REQUIREMENT:
Produce as output only the lines below starting at the line with "ring dip: (490, 482)" and continuing through the line with "pinky mcp: (533, 561)", each one exactly as written.

Stored entries:
▽

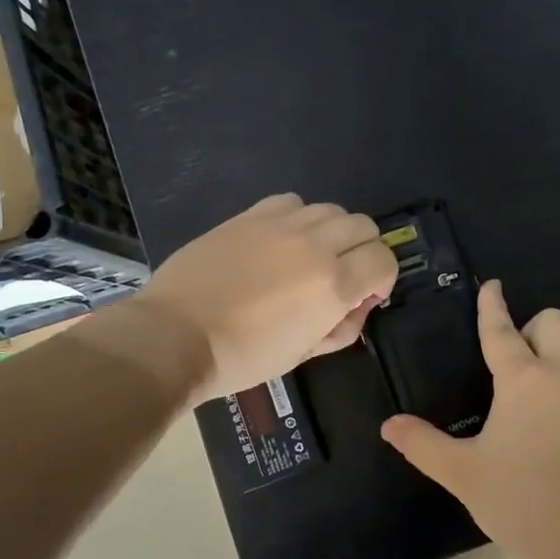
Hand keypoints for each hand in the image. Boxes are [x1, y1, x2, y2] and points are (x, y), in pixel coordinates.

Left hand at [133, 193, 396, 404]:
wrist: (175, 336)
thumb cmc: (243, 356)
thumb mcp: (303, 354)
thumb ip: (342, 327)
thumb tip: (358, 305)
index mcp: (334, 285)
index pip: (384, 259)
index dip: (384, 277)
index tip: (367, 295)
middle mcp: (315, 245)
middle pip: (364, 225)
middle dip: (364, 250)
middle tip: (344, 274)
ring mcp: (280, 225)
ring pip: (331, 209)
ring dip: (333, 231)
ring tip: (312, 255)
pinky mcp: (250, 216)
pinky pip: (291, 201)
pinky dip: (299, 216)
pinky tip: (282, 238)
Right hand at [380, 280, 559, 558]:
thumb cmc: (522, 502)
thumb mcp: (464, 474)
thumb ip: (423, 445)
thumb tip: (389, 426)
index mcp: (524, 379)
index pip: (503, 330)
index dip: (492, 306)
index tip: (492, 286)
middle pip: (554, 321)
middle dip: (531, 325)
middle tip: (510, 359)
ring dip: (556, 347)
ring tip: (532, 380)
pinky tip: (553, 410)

△
▽

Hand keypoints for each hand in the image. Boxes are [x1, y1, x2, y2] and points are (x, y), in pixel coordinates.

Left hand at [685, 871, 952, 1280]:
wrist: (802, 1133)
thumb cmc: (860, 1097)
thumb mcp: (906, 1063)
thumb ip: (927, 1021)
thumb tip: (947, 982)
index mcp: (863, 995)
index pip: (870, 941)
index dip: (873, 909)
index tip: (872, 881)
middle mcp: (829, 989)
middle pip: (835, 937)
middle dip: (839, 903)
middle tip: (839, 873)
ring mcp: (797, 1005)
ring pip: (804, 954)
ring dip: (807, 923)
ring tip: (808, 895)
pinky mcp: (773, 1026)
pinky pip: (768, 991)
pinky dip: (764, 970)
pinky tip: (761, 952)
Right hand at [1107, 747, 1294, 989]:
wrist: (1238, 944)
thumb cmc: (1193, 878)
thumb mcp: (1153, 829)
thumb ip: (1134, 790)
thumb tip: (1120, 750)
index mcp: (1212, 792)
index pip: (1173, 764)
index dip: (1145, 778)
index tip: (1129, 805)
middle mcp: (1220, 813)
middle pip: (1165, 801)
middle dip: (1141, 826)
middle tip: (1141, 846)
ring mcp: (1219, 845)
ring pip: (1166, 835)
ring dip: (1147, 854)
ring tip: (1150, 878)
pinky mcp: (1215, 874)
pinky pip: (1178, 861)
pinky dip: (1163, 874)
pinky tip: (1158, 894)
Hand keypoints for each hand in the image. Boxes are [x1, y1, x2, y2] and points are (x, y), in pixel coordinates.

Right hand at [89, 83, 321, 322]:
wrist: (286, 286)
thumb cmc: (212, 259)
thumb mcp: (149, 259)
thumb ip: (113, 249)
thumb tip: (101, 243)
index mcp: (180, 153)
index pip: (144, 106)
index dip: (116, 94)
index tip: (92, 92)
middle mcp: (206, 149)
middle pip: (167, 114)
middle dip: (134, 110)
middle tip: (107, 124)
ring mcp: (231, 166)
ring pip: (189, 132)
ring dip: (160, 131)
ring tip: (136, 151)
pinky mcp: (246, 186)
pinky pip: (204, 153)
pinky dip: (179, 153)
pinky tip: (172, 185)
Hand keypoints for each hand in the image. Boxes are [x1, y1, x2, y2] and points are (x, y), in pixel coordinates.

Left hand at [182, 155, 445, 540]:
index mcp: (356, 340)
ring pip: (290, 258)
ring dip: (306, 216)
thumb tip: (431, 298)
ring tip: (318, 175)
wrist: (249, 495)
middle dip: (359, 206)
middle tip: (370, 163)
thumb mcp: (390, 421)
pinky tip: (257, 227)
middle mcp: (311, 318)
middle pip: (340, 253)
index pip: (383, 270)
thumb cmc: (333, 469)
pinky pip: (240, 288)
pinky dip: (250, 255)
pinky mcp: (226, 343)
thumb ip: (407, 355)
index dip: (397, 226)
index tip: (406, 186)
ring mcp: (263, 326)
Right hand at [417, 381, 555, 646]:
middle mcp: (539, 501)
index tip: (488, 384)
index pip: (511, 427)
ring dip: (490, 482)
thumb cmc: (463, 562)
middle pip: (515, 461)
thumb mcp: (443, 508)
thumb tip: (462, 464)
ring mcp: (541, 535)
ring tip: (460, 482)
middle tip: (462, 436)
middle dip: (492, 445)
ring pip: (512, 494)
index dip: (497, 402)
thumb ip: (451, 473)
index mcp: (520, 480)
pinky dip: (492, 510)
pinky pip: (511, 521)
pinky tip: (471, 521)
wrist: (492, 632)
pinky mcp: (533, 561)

△

RESPONSE BOX:
ring dip: (490, 482)
thumb cmc: (463, 562)
middle pip: (515, 461)
thumb mcp: (443, 508)
thumb tip: (462, 464)
ring mcp: (541, 535)
ring tip: (460, 482)
middle tip: (462, 436)
middle dip: (492, 445)
ring pip: (512, 494)
index dip: (497, 402)
thumb ip: (451, 473)
index mcp: (520, 480)
pinky dip: (492, 510)
pinky pip: (511, 521)
pinky tip: (471, 521)
wrist: (492, 632)
pinky mcp: (533, 561)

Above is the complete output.